World Press Photo is an international non-profit organization that has awarded the cream of the photojournalistic crop for the last 51 years. Its international jury consists of a highly-esteemed group of 13 experts in the field of press photography who conducted the selection of this year’s winners from late January into early February. The jury whittled down the successful photographs from a pool of over 80,000, reflecting the work of over 5,000 photographers. The winners were announced on February 8 for what is considered the highest honour in photojournalism.

For the World Press Photo jury, the aim of the showcase is to exhibit both the diversifying trends and progression of worldwide photojournalism in 2007. The series covers many of 2007’s major events, from the assassination of Benazir Bhutto, Pakistan’s opposition leader, to eye-gouging basketball players in Utah.

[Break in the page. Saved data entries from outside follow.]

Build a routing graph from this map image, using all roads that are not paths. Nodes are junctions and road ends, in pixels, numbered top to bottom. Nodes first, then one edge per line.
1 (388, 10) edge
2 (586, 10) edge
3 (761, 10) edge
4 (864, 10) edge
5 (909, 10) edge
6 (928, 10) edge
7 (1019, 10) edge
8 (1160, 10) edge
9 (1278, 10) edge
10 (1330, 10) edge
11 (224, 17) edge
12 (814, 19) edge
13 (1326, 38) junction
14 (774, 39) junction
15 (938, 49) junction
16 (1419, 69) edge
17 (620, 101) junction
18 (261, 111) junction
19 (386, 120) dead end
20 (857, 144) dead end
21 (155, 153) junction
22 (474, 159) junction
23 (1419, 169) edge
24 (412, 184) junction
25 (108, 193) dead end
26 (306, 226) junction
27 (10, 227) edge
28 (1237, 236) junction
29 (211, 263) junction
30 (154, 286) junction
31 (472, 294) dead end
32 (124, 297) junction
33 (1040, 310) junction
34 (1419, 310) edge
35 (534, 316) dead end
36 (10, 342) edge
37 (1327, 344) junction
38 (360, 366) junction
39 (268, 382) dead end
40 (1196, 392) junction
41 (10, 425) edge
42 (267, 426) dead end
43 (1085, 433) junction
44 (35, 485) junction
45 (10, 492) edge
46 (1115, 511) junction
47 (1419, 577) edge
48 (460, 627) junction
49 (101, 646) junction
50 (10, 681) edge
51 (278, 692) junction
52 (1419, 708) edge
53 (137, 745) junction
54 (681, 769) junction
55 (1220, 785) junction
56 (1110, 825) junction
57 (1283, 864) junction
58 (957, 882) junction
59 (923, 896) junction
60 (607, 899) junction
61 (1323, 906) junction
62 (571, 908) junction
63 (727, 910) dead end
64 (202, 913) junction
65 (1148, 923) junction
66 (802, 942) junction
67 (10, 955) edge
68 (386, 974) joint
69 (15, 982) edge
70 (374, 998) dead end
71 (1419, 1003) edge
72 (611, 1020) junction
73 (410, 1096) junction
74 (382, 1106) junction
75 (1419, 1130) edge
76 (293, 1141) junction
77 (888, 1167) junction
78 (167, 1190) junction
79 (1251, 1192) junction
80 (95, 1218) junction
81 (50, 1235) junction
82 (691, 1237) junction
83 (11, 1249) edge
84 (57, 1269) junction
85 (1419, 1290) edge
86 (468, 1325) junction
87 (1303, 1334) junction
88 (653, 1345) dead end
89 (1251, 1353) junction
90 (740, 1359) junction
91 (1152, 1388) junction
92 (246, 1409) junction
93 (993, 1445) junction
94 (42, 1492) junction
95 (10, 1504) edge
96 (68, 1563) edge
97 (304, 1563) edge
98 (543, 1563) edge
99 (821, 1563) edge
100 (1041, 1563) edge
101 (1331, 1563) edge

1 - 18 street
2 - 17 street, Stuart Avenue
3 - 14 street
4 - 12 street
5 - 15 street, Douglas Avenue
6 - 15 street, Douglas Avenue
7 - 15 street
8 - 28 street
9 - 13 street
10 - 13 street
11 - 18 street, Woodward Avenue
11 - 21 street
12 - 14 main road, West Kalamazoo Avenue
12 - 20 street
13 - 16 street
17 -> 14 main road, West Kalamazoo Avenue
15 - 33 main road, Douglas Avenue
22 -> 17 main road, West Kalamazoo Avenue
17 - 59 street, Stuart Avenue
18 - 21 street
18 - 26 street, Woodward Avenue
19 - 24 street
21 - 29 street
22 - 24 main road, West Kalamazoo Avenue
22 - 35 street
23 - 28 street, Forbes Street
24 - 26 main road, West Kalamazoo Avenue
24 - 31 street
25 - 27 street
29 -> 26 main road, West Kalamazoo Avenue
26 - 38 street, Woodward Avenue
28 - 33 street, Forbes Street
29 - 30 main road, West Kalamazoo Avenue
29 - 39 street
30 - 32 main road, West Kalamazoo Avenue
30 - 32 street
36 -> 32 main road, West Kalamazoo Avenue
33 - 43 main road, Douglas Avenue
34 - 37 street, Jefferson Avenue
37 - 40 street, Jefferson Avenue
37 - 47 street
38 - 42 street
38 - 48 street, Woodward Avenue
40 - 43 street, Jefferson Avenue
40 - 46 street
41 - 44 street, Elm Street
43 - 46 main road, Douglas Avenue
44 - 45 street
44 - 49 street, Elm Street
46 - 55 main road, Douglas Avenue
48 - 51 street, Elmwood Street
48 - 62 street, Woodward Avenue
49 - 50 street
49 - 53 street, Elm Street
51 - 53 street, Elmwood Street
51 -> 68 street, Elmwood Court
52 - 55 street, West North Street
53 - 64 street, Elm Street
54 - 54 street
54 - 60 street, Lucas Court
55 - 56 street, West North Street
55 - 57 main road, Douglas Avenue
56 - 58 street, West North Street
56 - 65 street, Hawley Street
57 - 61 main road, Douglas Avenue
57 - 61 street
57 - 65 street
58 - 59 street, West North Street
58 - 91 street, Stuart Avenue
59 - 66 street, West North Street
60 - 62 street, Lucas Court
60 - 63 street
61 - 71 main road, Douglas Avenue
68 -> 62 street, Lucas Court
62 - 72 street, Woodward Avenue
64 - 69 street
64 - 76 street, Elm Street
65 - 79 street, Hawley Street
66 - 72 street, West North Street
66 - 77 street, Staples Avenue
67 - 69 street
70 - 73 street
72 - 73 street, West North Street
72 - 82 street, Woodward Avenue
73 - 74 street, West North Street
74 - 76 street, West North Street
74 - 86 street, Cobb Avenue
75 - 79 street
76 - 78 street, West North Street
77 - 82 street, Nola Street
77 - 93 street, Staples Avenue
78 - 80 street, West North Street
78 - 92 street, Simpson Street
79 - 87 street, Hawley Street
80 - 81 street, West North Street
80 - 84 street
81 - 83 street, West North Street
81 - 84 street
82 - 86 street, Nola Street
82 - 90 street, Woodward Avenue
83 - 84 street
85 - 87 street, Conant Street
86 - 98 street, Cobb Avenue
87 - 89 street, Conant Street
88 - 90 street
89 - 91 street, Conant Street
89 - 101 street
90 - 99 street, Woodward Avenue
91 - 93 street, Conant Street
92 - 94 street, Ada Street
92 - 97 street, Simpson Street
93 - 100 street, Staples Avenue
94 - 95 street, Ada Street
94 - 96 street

World Press Photo’s website,, includes a fascinating archive of previous winners in addition to the full collection of photographs selected to represent the height of photojournalism in 2007. I highly suggest you take a look at it – but be aware that the images must really be seen in person, rather than viewed over a 12-inch MacBook screen, to resonate with great effect.

Of particular note is this year’s Photo of the Year captured by Tim Hetherington, a British photographer. Hetherington’s snapshot of a fatigued American soldier stationed in Afghanistan palpably portrays the exhaustion of an army and a nation under a state of war. Nonetheless, the selection of Hetherington’s dark, blurred image as Photo of the Year has caused some agitation among critics who claim the photo is less aesthetically coherent than previous winners’. The response of jurist Erin Elder has been that one “can’t ever allow technical imprecision to override the emotional or informational content of the frame.”

A great example of this comes in John Moore’s image of a bomb exploding next to Bhutto’s convoy during the attack that took her life. The photo fails in an aesthetic sense – like Hetherington’s photo, it is dark and blurry – yet it resonates with such poignancy that Moore’s photo secured first place in the singles Spot News category.

As observers we do not share the risks that the photographers or their subjects face, allowing us to remain detached from the rapidly circulating flow of global news events. Each of the photographs in this collection is a reflection on photojournalism’s ability to instantaneously seize our attention and ignite interest in these news stories. The collection asks us to pause and recall what the last year meant for those outside the often too-enveloping world that is McGill University. Ultimately, that lingering quality is at the heart of World Press Photo’s mandate – the ability to make us feel like detachment is a luxury we can’t afford.

World Press Photo shows at Just for Laughs’ Studio (2111 St. Laurent.)